At this point sadness began to mix up with the little happiness I was experiencing, I had no bloodline family to celebrate this day with me, or a boy special in my life who made me worth looking ahead to the birthday.
Just my foster parents and my foster sibling who wants to fuck me.
As the alarm went off again, this time around I looked at it and smiled, and I said, “At least you remember today is my birthday”. I let it blare for a while, soaking the atmosphere and giving me the relief that today is special to me in a kind of way.
After turning off the alarm, I tucked my phone under my pillow, pondering the conflicting emotions stirred by my unknown parentage and the uncertainty surrounding my birthdate determined by the orphanage.
Questions flooded my mind, fueling the familiar anxiety that often accompanied reflections on my past. Yet, despite the absence of answers, I resolved not to let sadness overshadow my birthday; this year would be different.
Sleep started to creep in a little, and I was lost in thought, maybe sleep.
“Happy birthday!” The sudden blare of music interrupted my thoughts. That jolted me immediately.

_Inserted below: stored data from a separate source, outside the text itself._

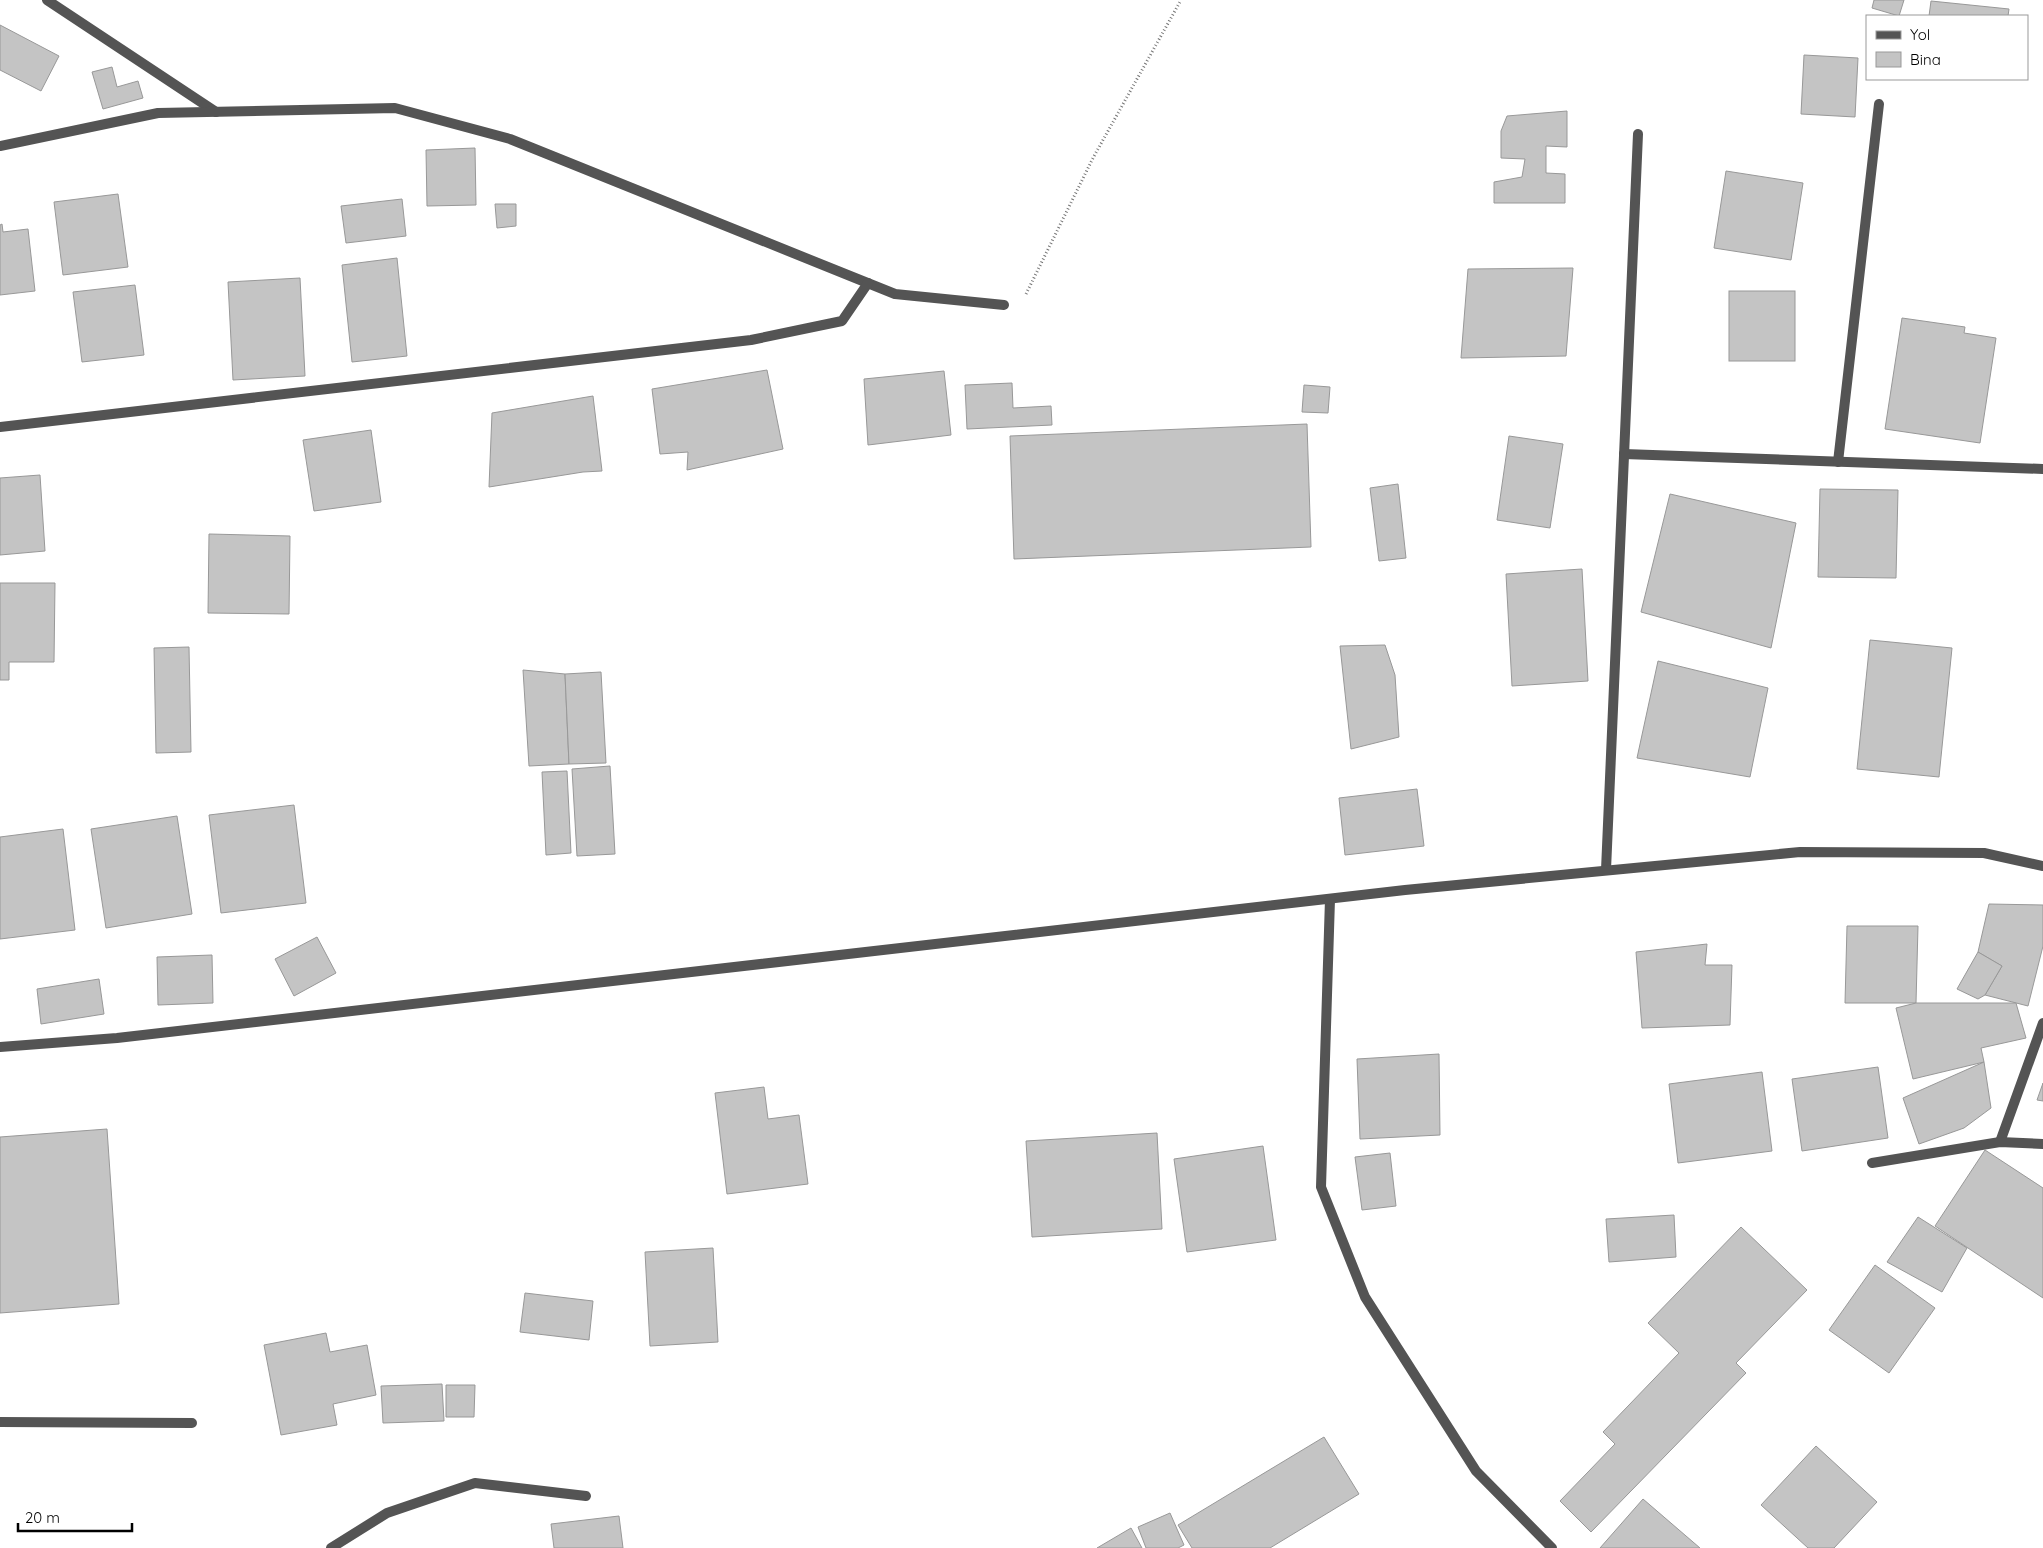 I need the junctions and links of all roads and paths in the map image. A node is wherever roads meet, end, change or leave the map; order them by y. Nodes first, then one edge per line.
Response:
1 (47, 0) edge
2 (1180, 0) edge
3 (1879, 104) dead end
4 (216, 112) junction
5 (1638, 134) dead end
6 (0, 146) edge
7 (868, 283) junction
8 (1004, 306) joint
9 (0, 427) edge
10 (1624, 454) junction
11 (1838, 462) junction
12 (2043, 469) edge
13 (2043, 866) edge
14 (1606, 870) junction
15 (1330, 899) junction
16 (2043, 1024) edge
17 (0, 1047) edge
18 (2000, 1142) junction
19 (2043, 1144) edge
20 (1872, 1163) dead end
21 (0, 1422) edge
22 (192, 1423) dead end
23 (586, 1496) dead end
24 (331, 1548) edge
25 (1552, 1548) edge

1 - 4 street
2 - 8 path
3 - 11 street
4 - 6 street
4 - 7 street
5 - 10 street
7 - 8 street
7 - 9 street
10 - 11 street
10 - 14 street
11 - 12 street
13 - 14 street
14 - 15 street
15 - 17 street
15 - 25 street
16 - 18 street
18 - 19 street
18 - 20 street
21 - 22 street
23 - 24 street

Turning from the bed, after a sleepless night spent contemplating my life, I was greeted by my foster mom's warm embrace.
“Oh, my baby girl,” she exclaimed with a radiant smile.
After a sleepless night I spent contemplating my life, my foster mom gave me a warm smile that lit my day up,
“Oh baby girl,” she said as she hugged me deeply, her chin resting on my shoulder, and she whispered
“Come on, today is your day. You're 23 years old, baby girl,” she said, gently patting my back.
“Mom,” I began, the weariness evident in my voice, “I am tired, I didn't sleep well last night”
“Huh!” she exclaimed in surprise.
“Well, that's on you, baby girl. Come and eat your cake.”
As I stretched my arms, Jack interrupted me with a slight nudge on my head
“Happy birthday sis”. The awkwardness was bewildering, but the pretense was perfect.
Our eyes had a gentle meeting, and immediately we stopped looking at each other.
“Jack, thank you so much,” I replied,
“Mom please can you stop the music, it is hurting my head”
As Mrs. Rosa stood up from the bed, to get the cake, and stopped the music I lay back on the bed trying to catch a glimpse of sleep.
“All alright that is enough sleep for you tiger”? Mrs. Rosa said as she cut a piece of cake and brought it gently holding it with both hands.
She stretched out the cake delightfully, the cake looked attractive, but I wasn't desiring some cake.
“Mom, can I pass?”
“no, you won't pass”. Mrs. Rosa replied, “It is a family tradition that the celebrant tastes the cake early hours of the morning”.
“hmm mm”.
Of course, it is a traditional approach that the Rosa's have kept for a long time, I was part of the family for almost six years and I have never missed the first cake oath.